A multivalent bcr-abl fusion peptide vaccination trial in patients with chronic myeloid leukemia.

A tumor-specific, bcr-abl-derived fusion peptide vaccine can be safely administered to patients with chronic myelogenous leukemia (CML) and can elicit a bcr-abl peptide-specific T-cell immune response. In the present phase 2 trial, 14 patients with CML in chronic phase were vaccinated with 6 fusion peptides mixed with Quillaja saponaria (QS-21). No significant toxic effects were observed. In 14 of 14 patients, delayed-type hypersensitivity (DTH) and/or CD4 proliferative responses developed after beginning vaccinations, and 11 of 14 patients showed interferon-gamma (IFN-gamma) release by CD4 enzyme-linked immunospot (ELISPOT) at one or more time points.

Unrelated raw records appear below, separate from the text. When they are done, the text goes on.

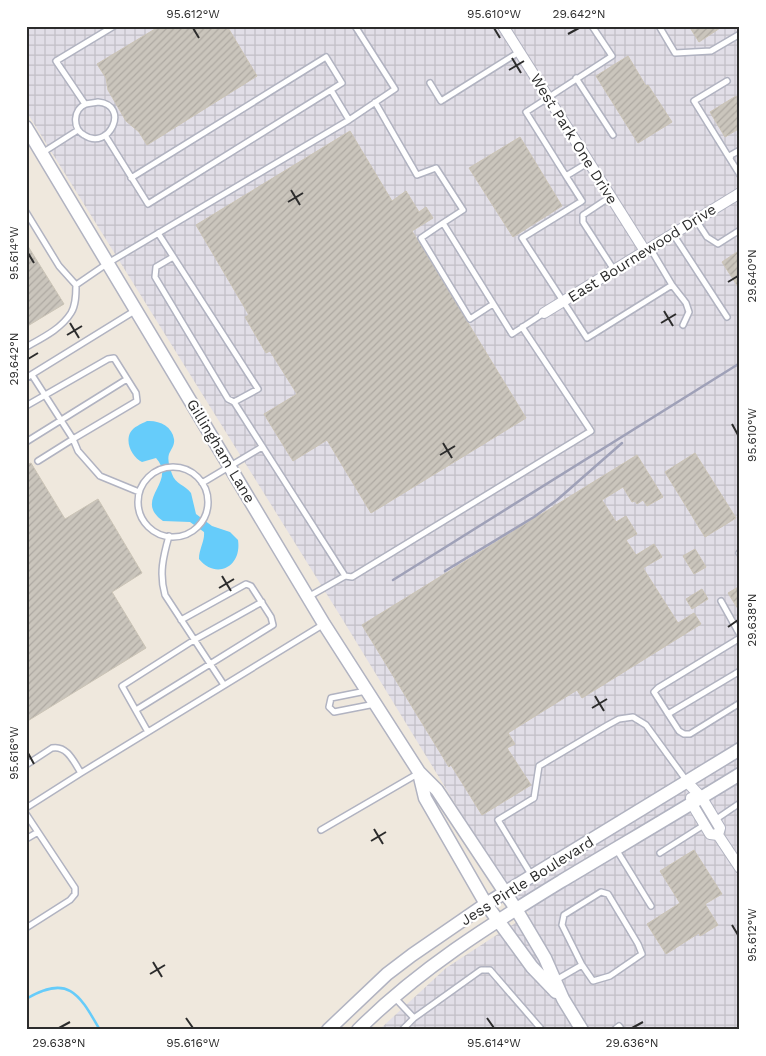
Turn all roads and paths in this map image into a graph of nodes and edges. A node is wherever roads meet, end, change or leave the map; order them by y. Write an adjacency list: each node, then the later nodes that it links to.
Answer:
1 (114, 26): 14 (lane)
2 (355, 26): 13 (lane)
3 (504, 26): 7 (street, West Park One Drive)
4 (592, 26): 8 (lane)
5 (659, 26): 6 (lane)
6 (740, 34)
7 (520, 52): 10 (lane); 12 (street, West Park One Drive)
8 (576, 78): 12 (lane); 18 (lane)
9 (727, 82): 22 (lane)
10 (430, 83)
11 (331, 90): 15 (lane); 26 (lane); 26 (lane)
12 (548, 97): 23 (street, West Park One Drive); 25 (lane)
13 (376, 102): 15 (lane); 31 (lane)
14 (85, 104): 17 (lane); 19 (lane)
15 (349, 120): 33 (lane)
16 (26, 127): 21 (street, Gillingham Lane)
17 (78, 130): 19 (lane); 21 (lane)
18 (612, 135)
19 (105, 136): 26 (lane)
20 (740, 150): 22 (lane)
21 (42, 154): 37 (street, Gillingham Lane)
22 (730, 159): 24 (lane)
23 (589, 162): 25 (lane); 28 (street, West Park One Drive)
24 (740, 175)
25 (566, 176): 41 (lane)
26 (132, 178)
27 (740, 193): 30 (street, East Bournewood Drive)
28 (611, 197): 35 (street, West Park One Drive); 38 (lane)
29 (26, 212): 40 (lane)
30 (696, 220): 32 (lane); 34 (street, East Bournewood Drive)
31 (443, 223): 42 (lane); 42 (lane)
32 (740, 230)
33 (158, 233): 36 (lane); 37 (lane)
34 (672, 234): 35 (street, East Bournewood Drive); 45 (lane)
35 (647, 249): 38 (street, East Bournewood Drive); 39 (lane)
36 (174, 257): 53 (lane); 53 (lane)
37 (108, 263): 40 (lane); 43 (street, Gillingham Lane)
38 (614, 270): 41 (street, East Bournewood Drive)
39 (672, 284): 41 (lane); 46 (lane)
40 (76, 285): 48 (lane)
41 (562, 302): 44 (street, East Bournewood Drive)
42 (493, 304): 47 (lane)
43 (136, 310): 49 (lane); 60 (street, Gillingham Lane)
44 (544, 313): 47 (lane)
45 (727, 317)
46 (683, 325)
47 (522, 328): 64 (lane)
48 (26, 347)
49 (32, 375): 50 (lane); 52 (lane)
50 (26, 378)
51 (127, 379): 52 (lane); 55 (lane); 56 (lane)
52 (45, 395): 54 (lane); 55 (lane)
53 (234, 402): 58 (lane)
54 (26, 406)
55 (61, 420): 56 (lane); 57 (lane)
56 (73, 439): 59 (lane); 62 (lane)
57 (26, 442)
58 (262, 446): 60 (lane); 64 (lane)
59 (38, 461)
60 (229, 466): 61 (lane); 65 (street, Gillingham Lane)
61 (202, 483): 62 (lane); 63 (lane)
62 (140, 492): 63 (lane)
63 (169, 536): 68 (lane)
64 (345, 576): 65 (lane)
65 (308, 597): 69 (street, Gillingham Lane)
66 (720, 601): 70 (lane)
67 (262, 602): 68 (lane); 71 (lane); 72 (lane)
68 (181, 620): 71 (lane)
69 (324, 624): 74 (lane); 75 (street, Gillingham Lane)
70 (740, 636): 79 (lane)
71 (194, 640): 72 (lane); 78 (lane)
72 (210, 664): 74 (lane); 78 (lane)
73 (740, 671): 79 (lane)
74 (224, 685): 80 (lane)
75 (366, 690): 77 (street, Gillingham Lane); 77 (lane)
76 (740, 703): 79 (lane)
77 (375, 704): 84 (street, Gillingham Lane)
78 (136, 710): 80 (lane)
79 (668, 714)
80 (148, 732): 83 (lane)
81 (740, 749): 86 (street, Jess Pirtle Boulevard)
82 (26, 765): 83 (lane)
83 (81, 772): 89 (lane)
84 (419, 772): 93 (lane); 101 (street, Gillingham Lane); 102 (street, Gillingham Lane)
85 (740, 774): 87 (street, Jess Pirtle Boulevard)
86 (687, 782): 87 (street); 100 (street, Jess Pirtle Boulevard); 100 (lane)
87 (697, 801): 91 (street); 92 (street); 97 (street, Jess Pirtle Boulevard)
88 (740, 803): 91 (lane)
89 (26, 808)
90 (26, 814): 94 (lane)
91 (715, 820): 95 (street)
92 (704, 825): 95 (street); 98 (lane)
93 (321, 830)
94 (38, 832): 96 (lane); 106 (lane)
95 (718, 835): 99 (street)
96 (26, 839)
97 (616, 849): 103 (lane); 104 (street, Jess Pirtle Boulevard)
98 (660, 853)
99 (740, 868)
100 (532, 877): 101 (street, Jess Pirtle Boulevard)
101 (505, 893): 102 (street, Jess Pirtle Boulevard); 104 (street, Gillingham Lane)
102 (486, 904): 105 (street, Gillingham Lane); 112 (street, Jess Pirtle Boulevard)
103 (651, 906)
104 (516, 909): 105 (street, Jess Pirtle Boulevard); 108 (street, Gillingham Lane)
105 (498, 920): 109 (street, Jess Pirtle Boulevard); 110 (street, Gillingham Lane)
106 (26, 928)
107 (582, 965): 107 (lane); 108 (lane)
108 (555, 980): 110 (street, Gillingham Lane)
109 (394, 996): 111 (lane); 113 (street, Jess Pirtle Boulevard)
110 (563, 999): 116 (street, Gillingham Lane)
111 (414, 1018): 114 (lane); 115 (lane)
112 (328, 1030)
113 (358, 1030)
114 (402, 1030)
115 (542, 1030)
116 (582, 1030)
117 (614, 1030): 118 (lane)
118 (622, 1030)

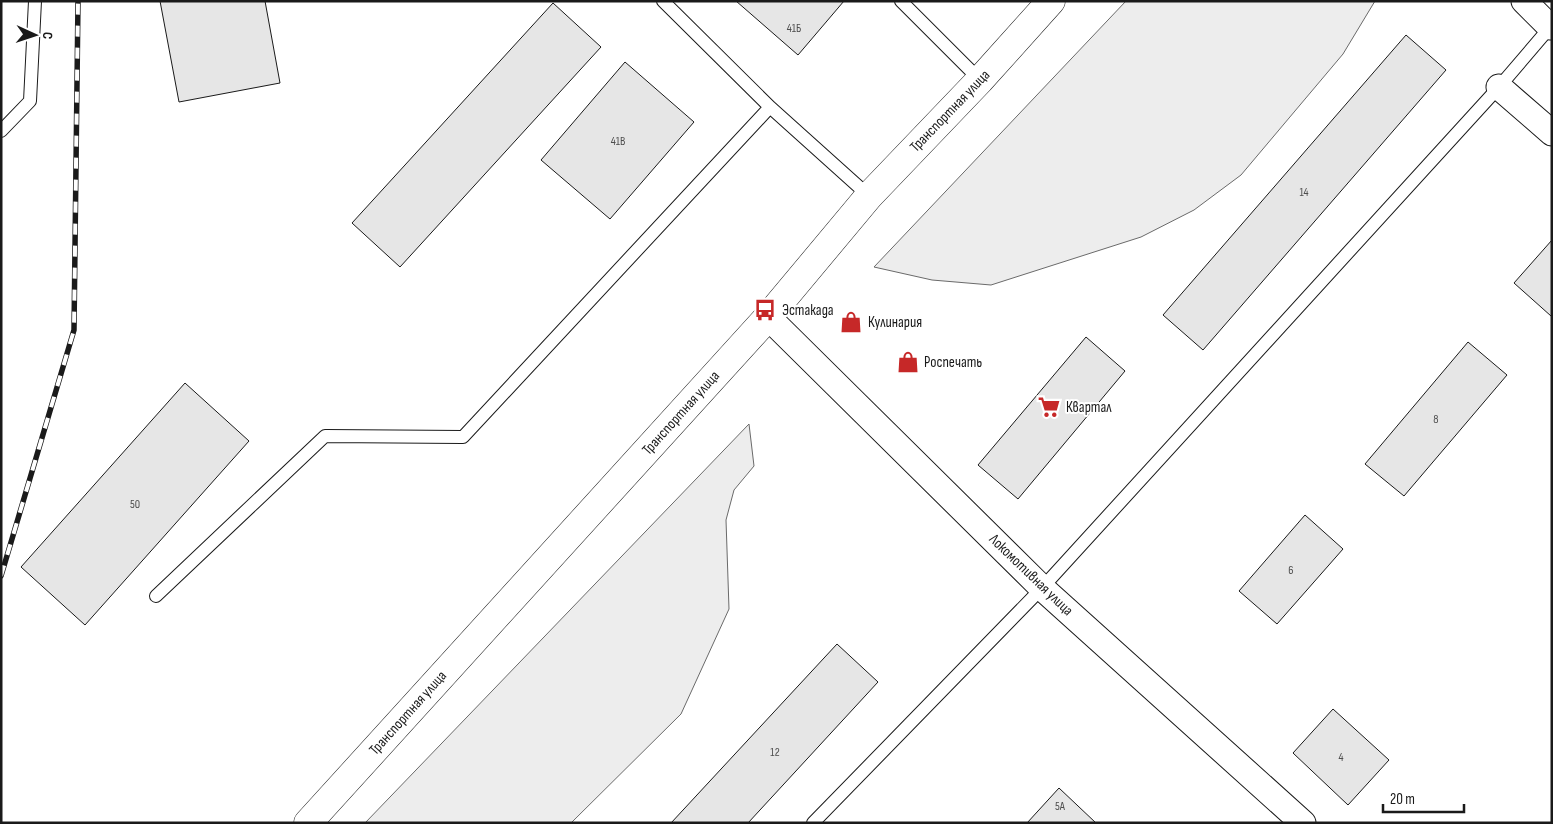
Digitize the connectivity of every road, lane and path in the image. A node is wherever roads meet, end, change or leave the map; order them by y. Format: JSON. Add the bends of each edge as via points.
{"nodes":[{"id":1,"x":35,"y":1,"type":"edge"},
{"id":2,"x":663,"y":1,"type":"edge"},
{"id":3,"x":901,"y":1,"type":"edge"},
{"id":4,"x":1051,"y":1,"type":"edge"},
{"id":5,"x":1524,"y":1,"type":"edge"},
{"id":6,"x":1551,"y":26,"type":"edge"},
{"id":7,"x":980,"y":80,"type":"junction"},
{"id":8,"x":1499,"y":87,"type":"junction"},
{"id":9,"x":770,"y":107,"type":"junction"},
{"id":10,"x":1,"y":131,"type":"edge"},
{"id":11,"x":1552,"y":133,"type":"edge"},
{"id":12,"x":869,"y":196,"type":"junction"},
{"id":13,"x":768,"y":318,"type":"junction"},
{"id":14,"x":1042,"y":588,"type":"junction"},
{"id":15,"x":156,"y":596,"type":"dead end"},
{"id":16,"x":308,"y":823,"type":"edge"},
{"id":17,"x":813,"y":823,"type":"edge"},
{"id":18,"x":1303,"y":823,"type":"edge"}],
"edges":[{"from":1,"to":10,"type":"lane","via":[[30,101]]},
{"from":2,"to":9,"type":"lane"},
{"from":3,"to":7,"type":"lane"},
{"from":4,"to":7,"type":"street","name":"Транспортная улица"},
{"from":5,"to":6,"type":"street"},
{"from":6,"to":8,"type":"lane"},
{"from":7,"to":12,"type":"street","name":"Транспортная улица"},
{"from":8,"to":11,"type":"street"},
{"from":8,"to":14,"type":"lane"},
{"from":9,"to":12,"type":"lane"},
{"from":9,"to":15,"type":"lane","via":[[463,437],[325,436]]},
{"from":12,"to":13,"type":"street","name":"Транспортная улица"},
{"from":13,"to":14,"type":"street","name":"Локомотивная улица"},
{"from":13,"to":16,"type":"street","name":"Транспортная улица"},
{"from":14,"to":17,"type":"lane"},
{"from":14,"to":18,"type":"street","name":"Локомотивная улица"}]}
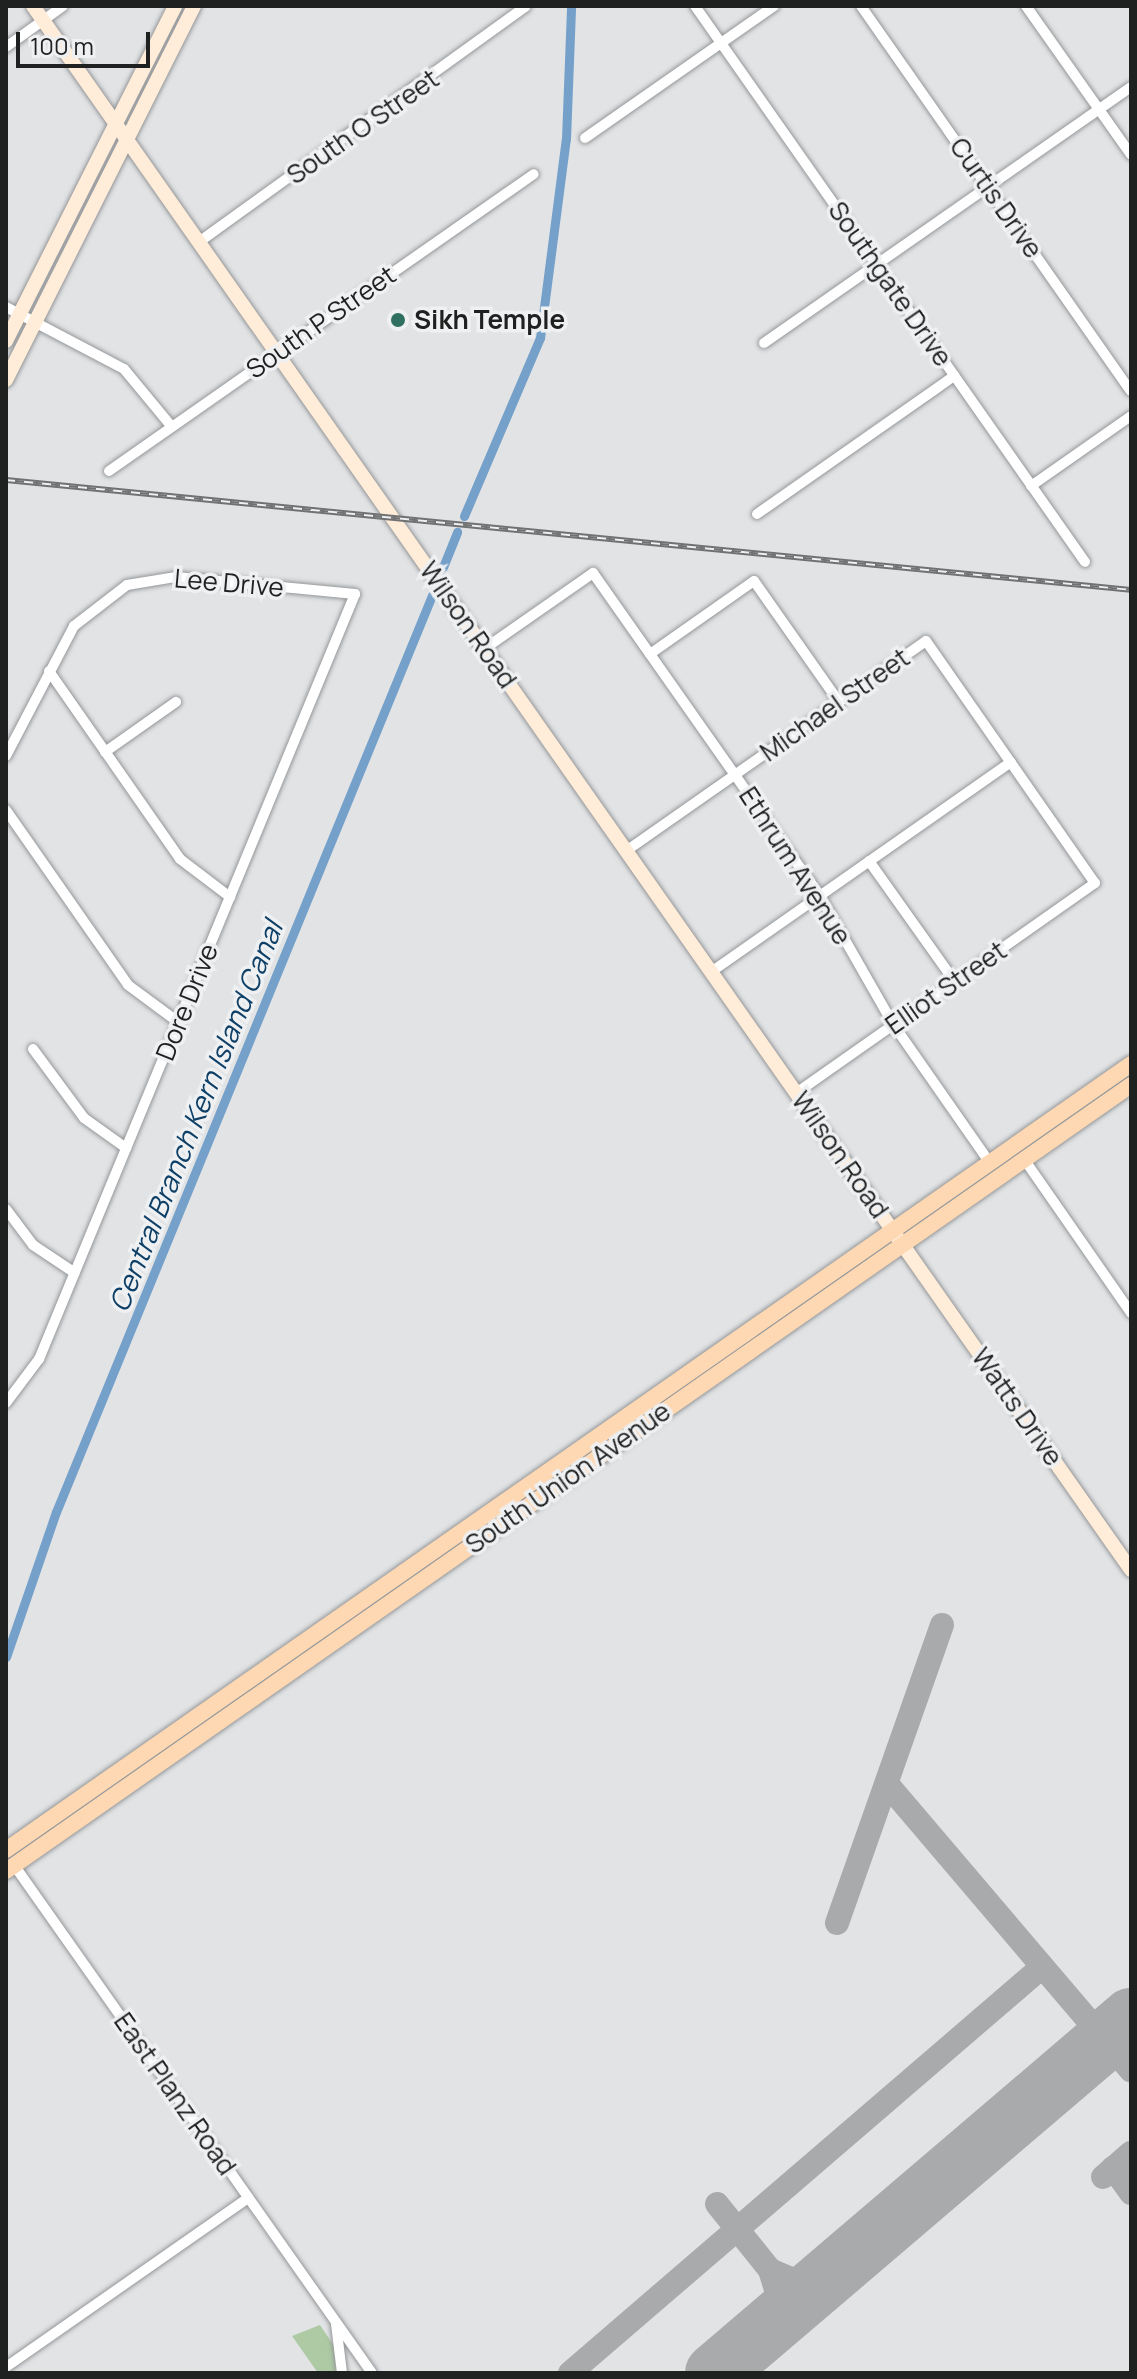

These responses were CD4(+)CD45RO(+). A peptide-specific CD8(+) interferon-gamma ELISPOT was found in 4 patients. Four patients in hematologic remission had a decrease in Philadelphia chromosome (Ph) percentage (3 concurrently receiving interferon-alpha and 1 on imatinib mesylate), and 3 patients in molecular relapse after allogenic transplantation became transiently polymerase chain reaction (PCR) negative after vaccination; 2 of these patients received concurrent donor lymphocyte infusion (DLI). All 5 patients on IFN-alpha ultimately reached a complete cytogenetic remission. In conclusion, a tumor-specific bcr-abl breakpoint peptide-derived vaccine can be safely administered and can reliably elicit measurable peptide-specific CD4 immune responses, including in patients after bone marrow transplantation, on interferon, or on imatinib mesylate. A relationship between the clinical responses and vaccination cannot be determined from this trial.